Problem description:
Within the entries below, find every line that has the string "やまなか通り", then copy it.

The records:
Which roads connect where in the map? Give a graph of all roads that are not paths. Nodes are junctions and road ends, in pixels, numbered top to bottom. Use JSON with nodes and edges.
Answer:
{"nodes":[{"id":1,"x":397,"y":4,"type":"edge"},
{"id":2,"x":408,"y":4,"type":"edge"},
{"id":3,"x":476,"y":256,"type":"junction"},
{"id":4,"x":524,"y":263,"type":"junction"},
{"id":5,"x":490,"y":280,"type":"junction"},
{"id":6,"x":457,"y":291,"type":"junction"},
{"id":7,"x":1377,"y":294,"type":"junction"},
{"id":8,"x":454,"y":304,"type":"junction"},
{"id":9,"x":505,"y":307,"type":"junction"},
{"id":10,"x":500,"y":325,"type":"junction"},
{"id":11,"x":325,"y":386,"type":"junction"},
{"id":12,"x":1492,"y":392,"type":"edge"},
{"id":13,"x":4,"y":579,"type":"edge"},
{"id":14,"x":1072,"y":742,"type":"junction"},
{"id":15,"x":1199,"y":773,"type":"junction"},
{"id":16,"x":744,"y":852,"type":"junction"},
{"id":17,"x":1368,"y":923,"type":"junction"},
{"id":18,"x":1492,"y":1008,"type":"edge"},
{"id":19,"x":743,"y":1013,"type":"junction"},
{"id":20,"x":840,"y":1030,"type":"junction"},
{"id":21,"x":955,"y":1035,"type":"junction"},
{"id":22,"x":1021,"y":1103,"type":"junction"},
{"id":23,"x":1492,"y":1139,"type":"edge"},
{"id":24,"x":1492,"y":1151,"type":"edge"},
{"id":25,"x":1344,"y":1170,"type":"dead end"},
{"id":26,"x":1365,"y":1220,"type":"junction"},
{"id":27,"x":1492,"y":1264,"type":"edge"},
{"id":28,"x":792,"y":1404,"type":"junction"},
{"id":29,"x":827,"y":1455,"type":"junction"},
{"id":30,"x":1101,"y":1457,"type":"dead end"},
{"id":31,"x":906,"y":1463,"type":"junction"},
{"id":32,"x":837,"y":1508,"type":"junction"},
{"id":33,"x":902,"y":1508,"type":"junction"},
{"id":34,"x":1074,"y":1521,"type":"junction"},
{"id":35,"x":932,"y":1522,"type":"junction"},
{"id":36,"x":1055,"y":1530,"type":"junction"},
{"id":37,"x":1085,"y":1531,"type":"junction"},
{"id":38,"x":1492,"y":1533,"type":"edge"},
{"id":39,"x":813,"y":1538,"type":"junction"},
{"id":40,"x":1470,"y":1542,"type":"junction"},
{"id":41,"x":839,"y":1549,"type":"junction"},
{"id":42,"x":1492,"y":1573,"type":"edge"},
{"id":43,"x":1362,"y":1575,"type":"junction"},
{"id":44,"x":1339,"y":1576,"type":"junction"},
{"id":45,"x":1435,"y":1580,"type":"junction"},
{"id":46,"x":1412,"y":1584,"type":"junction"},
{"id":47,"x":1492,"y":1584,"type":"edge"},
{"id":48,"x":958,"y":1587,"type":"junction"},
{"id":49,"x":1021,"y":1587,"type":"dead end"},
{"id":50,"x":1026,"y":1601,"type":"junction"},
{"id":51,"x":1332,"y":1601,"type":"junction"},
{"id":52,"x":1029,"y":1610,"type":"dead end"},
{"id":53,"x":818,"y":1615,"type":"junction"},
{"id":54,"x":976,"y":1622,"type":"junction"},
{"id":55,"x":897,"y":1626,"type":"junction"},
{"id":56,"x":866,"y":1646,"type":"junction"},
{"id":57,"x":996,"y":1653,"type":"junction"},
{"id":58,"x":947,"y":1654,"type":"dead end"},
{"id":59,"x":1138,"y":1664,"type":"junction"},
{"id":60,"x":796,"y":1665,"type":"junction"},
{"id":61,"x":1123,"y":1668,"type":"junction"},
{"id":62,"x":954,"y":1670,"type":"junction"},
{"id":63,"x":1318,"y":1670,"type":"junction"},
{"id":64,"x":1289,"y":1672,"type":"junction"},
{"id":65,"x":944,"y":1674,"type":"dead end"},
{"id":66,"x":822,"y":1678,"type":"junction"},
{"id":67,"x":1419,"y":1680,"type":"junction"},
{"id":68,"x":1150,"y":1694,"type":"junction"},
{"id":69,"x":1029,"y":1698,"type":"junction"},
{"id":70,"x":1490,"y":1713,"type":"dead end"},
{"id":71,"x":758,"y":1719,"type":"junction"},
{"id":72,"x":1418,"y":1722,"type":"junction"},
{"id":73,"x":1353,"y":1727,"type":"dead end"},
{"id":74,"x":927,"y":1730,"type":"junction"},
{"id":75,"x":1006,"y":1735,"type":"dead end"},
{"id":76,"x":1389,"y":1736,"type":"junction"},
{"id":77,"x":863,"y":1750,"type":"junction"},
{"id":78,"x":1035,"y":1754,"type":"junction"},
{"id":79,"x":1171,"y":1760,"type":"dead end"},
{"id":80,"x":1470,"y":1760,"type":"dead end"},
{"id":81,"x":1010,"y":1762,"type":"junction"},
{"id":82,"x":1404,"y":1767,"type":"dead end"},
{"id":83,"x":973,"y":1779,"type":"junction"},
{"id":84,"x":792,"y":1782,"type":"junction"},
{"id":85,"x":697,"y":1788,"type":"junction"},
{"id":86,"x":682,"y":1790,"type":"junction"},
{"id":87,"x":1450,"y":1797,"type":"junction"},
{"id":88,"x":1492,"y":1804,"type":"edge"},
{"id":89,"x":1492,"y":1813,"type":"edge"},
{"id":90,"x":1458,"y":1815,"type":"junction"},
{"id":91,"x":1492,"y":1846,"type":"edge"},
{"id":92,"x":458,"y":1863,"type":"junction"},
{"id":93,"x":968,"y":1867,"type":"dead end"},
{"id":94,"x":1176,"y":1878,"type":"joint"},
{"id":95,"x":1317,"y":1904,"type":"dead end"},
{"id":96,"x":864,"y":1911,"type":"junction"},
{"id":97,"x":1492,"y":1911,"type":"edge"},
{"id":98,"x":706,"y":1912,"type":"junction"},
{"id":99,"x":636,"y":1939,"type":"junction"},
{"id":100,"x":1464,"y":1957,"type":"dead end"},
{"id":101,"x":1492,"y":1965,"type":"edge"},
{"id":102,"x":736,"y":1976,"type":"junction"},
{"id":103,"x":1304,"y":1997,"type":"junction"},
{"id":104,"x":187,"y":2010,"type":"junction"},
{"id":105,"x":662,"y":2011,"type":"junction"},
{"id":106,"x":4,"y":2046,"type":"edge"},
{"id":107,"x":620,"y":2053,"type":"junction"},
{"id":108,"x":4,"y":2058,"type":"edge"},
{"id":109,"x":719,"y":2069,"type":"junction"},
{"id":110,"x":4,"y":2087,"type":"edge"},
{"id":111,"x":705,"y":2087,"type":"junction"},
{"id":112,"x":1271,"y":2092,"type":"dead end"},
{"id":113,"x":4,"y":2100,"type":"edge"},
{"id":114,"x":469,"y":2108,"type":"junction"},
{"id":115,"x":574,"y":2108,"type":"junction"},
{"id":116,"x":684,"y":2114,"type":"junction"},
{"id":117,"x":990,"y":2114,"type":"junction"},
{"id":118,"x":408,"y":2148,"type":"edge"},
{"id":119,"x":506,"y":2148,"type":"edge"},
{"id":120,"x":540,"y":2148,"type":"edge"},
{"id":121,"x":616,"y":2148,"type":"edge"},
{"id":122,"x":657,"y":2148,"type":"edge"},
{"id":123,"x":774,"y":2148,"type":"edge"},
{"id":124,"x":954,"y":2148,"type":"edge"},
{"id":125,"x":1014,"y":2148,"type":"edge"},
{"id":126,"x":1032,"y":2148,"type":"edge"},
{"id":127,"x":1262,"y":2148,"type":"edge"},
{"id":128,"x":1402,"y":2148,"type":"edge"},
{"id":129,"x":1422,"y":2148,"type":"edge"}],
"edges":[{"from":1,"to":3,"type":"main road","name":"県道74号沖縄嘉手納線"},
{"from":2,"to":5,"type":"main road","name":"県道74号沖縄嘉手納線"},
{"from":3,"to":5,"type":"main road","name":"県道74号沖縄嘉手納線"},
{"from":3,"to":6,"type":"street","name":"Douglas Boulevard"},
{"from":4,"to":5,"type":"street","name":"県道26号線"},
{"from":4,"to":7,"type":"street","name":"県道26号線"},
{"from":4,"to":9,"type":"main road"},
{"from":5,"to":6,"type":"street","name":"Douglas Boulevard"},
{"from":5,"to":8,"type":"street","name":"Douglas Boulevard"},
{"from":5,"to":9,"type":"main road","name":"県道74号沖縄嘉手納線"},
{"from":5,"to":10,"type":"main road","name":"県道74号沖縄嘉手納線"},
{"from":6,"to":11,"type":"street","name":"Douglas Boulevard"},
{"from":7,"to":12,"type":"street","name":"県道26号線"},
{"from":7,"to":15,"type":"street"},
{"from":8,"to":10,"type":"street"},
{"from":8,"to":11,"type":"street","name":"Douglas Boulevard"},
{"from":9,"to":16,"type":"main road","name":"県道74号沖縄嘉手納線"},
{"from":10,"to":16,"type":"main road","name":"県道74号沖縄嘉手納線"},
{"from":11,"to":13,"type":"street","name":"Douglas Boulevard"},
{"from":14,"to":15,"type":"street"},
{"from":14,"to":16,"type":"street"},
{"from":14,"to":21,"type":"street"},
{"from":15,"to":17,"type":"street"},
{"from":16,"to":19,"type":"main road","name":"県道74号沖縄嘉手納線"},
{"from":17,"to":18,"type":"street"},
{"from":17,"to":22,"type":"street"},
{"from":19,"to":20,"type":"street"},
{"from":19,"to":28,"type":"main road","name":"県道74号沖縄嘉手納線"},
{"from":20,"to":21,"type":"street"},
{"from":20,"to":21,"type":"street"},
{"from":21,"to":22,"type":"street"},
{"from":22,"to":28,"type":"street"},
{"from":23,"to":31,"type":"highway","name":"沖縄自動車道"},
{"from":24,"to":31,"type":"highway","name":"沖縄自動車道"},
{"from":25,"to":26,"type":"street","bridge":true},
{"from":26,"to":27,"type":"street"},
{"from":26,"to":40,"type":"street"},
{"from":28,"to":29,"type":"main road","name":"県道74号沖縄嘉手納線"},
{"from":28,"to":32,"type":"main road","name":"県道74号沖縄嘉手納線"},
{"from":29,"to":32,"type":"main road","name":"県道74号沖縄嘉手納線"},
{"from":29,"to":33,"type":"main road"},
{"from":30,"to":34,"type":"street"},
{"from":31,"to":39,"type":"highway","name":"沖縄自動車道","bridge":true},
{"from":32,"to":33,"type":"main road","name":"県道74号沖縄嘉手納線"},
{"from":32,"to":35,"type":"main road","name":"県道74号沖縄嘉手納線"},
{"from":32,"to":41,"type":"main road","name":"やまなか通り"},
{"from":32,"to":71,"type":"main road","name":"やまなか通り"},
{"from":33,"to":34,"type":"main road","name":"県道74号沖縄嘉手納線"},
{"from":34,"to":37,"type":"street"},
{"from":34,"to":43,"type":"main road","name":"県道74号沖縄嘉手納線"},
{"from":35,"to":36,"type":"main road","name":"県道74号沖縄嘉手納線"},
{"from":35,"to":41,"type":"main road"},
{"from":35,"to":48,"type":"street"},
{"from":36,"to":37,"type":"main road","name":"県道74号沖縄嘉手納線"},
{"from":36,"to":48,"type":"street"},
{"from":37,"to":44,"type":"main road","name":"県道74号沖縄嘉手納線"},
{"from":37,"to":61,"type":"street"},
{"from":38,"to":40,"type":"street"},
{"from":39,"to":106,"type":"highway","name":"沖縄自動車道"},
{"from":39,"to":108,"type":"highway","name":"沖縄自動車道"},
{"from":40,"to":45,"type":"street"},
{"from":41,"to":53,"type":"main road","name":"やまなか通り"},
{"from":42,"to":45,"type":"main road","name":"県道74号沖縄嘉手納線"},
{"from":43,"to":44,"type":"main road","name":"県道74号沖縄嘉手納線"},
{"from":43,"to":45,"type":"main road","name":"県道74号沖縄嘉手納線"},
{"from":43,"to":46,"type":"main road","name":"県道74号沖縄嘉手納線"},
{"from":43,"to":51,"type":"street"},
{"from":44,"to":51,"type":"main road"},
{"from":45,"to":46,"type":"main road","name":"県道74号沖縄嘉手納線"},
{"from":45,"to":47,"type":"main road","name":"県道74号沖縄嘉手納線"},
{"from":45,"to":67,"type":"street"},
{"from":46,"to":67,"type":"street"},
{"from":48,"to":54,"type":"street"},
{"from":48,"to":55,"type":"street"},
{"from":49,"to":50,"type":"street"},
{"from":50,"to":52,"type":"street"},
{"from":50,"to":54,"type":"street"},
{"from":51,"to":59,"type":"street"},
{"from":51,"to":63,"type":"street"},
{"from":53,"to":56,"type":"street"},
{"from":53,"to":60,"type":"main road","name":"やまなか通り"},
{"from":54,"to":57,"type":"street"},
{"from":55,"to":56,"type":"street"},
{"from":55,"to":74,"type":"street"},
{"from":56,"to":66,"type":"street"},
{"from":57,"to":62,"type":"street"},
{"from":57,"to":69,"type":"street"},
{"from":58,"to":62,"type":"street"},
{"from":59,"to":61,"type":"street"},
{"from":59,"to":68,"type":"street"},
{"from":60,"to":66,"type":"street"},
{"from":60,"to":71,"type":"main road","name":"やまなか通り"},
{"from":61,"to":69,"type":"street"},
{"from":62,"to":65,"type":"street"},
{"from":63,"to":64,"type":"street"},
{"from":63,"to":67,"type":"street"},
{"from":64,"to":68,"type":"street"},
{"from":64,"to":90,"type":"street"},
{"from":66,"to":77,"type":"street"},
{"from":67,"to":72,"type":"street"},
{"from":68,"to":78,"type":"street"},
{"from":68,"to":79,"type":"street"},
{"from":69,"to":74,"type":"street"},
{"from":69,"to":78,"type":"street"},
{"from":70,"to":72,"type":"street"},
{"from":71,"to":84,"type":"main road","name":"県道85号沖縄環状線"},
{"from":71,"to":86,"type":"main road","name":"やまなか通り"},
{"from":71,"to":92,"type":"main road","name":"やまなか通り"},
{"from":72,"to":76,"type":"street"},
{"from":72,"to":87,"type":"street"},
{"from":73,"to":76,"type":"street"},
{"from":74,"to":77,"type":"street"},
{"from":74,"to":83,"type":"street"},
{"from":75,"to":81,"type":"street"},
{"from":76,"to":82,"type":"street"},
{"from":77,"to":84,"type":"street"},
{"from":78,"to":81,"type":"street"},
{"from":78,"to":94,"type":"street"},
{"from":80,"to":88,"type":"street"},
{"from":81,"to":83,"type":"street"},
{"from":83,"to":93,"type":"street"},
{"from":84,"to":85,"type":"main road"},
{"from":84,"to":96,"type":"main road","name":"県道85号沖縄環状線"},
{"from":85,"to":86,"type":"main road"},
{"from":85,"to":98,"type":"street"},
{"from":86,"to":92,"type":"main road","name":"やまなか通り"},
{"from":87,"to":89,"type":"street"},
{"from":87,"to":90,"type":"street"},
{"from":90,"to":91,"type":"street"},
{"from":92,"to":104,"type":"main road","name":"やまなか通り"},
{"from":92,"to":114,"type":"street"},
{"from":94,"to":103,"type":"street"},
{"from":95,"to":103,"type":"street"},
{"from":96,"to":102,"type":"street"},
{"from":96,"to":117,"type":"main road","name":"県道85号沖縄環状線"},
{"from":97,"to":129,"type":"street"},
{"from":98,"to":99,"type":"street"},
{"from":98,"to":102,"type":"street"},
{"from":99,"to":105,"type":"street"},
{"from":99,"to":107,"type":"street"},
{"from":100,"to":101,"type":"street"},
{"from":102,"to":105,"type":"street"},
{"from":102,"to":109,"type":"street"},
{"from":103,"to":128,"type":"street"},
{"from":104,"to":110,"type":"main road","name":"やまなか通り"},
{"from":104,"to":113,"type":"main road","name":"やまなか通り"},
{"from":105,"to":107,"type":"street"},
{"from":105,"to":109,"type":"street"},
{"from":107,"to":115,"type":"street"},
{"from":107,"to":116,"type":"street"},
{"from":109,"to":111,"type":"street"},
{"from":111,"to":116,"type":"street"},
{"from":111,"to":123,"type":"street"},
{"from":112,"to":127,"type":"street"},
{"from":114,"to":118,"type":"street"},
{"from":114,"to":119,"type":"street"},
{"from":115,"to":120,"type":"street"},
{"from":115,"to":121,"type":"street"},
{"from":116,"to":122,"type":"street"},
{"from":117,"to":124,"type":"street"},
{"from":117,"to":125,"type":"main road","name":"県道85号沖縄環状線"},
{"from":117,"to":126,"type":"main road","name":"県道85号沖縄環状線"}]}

Your solution:
{"from":32,"to":41,"type":"main road","name":"やまなか通り"},
{"from":32,"to":71,"type":"main road","name":"やまなか通り"},
{"from":41,"to":53,"type":"main road","name":"やまなか通り"},
{"from":53,"to":60,"type":"main road","name":"やまなか通り"},
{"from":60,"to":71,"type":"main road","name":"やまなか通り"},
{"from":71,"to":86,"type":"main road","name":"やまなか通り"},
{"from":71,"to":92,"type":"main road","name":"やまなか通り"},
{"from":86,"to":92,"type":"main road","name":"やまなか通り"},
{"from":92,"to":104,"type":"main road","name":"やまなか通り"},
{"from":104,"to":110,"type":"main road","name":"やまなか通り"},
{"from":104,"to":113,"type":"main road","name":"やまなか通り"},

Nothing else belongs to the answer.